• Brief:
Across the entries that follow, how many lines have the word "Приморская" in them? Give only the number.

%%

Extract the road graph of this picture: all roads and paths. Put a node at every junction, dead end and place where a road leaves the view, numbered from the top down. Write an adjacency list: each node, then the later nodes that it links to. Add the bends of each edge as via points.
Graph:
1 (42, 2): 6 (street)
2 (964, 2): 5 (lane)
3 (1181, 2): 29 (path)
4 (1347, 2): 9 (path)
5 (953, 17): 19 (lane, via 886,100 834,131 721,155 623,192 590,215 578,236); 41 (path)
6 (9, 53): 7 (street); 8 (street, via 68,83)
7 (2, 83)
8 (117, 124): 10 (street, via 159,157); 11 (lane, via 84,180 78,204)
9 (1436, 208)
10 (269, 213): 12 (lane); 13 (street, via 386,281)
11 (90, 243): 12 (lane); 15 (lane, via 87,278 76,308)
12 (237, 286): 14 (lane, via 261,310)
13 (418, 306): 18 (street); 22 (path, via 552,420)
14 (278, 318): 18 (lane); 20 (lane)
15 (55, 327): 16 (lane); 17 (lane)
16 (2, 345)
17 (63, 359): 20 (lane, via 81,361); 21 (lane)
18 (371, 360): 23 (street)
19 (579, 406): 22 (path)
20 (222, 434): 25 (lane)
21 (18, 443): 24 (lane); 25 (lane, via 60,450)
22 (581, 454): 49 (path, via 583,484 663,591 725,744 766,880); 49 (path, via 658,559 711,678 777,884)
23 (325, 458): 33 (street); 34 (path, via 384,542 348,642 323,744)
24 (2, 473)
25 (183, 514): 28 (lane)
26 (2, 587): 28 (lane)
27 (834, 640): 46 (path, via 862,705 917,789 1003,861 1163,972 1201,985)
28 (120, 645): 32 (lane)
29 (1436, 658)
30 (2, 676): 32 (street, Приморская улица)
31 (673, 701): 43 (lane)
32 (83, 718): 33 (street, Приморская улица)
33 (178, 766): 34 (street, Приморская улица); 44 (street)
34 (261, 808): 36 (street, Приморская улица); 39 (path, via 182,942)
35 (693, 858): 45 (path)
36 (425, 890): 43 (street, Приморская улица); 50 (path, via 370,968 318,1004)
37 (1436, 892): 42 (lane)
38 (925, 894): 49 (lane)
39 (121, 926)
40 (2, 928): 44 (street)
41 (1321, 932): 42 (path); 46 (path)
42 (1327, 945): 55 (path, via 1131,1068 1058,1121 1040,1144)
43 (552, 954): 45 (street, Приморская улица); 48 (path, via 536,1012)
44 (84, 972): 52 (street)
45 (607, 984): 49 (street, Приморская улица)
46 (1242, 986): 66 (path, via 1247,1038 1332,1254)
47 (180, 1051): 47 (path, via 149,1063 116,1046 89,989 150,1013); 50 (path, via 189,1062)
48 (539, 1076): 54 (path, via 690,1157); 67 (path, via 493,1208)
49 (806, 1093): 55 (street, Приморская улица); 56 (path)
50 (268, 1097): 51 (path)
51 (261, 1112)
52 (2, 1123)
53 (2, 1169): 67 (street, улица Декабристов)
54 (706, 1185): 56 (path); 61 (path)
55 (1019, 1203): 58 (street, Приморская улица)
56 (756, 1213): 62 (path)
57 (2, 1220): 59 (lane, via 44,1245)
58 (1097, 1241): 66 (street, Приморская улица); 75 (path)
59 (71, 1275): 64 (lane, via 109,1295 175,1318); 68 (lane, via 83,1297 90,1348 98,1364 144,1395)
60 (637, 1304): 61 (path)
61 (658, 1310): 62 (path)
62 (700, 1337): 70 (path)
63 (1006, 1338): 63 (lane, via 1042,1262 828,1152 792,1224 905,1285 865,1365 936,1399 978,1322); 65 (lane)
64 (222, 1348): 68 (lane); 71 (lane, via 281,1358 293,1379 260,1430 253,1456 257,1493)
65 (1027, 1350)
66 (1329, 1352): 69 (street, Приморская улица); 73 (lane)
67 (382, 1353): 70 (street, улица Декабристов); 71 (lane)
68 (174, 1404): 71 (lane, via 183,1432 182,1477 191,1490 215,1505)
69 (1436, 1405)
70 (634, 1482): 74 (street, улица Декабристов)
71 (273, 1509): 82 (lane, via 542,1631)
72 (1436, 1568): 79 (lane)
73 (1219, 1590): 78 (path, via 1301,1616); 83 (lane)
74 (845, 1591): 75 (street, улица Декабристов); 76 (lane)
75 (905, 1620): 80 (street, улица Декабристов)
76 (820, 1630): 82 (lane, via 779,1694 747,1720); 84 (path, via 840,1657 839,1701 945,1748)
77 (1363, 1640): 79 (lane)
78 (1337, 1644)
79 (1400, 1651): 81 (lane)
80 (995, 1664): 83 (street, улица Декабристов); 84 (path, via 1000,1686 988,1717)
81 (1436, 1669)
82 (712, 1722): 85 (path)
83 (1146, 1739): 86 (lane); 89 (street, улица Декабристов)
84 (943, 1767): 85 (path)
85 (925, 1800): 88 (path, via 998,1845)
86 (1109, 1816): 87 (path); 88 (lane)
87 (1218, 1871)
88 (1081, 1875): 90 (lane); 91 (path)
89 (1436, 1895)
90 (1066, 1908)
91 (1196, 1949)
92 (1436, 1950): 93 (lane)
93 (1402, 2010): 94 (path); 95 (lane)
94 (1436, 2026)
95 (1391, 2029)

%%

• The answer:
11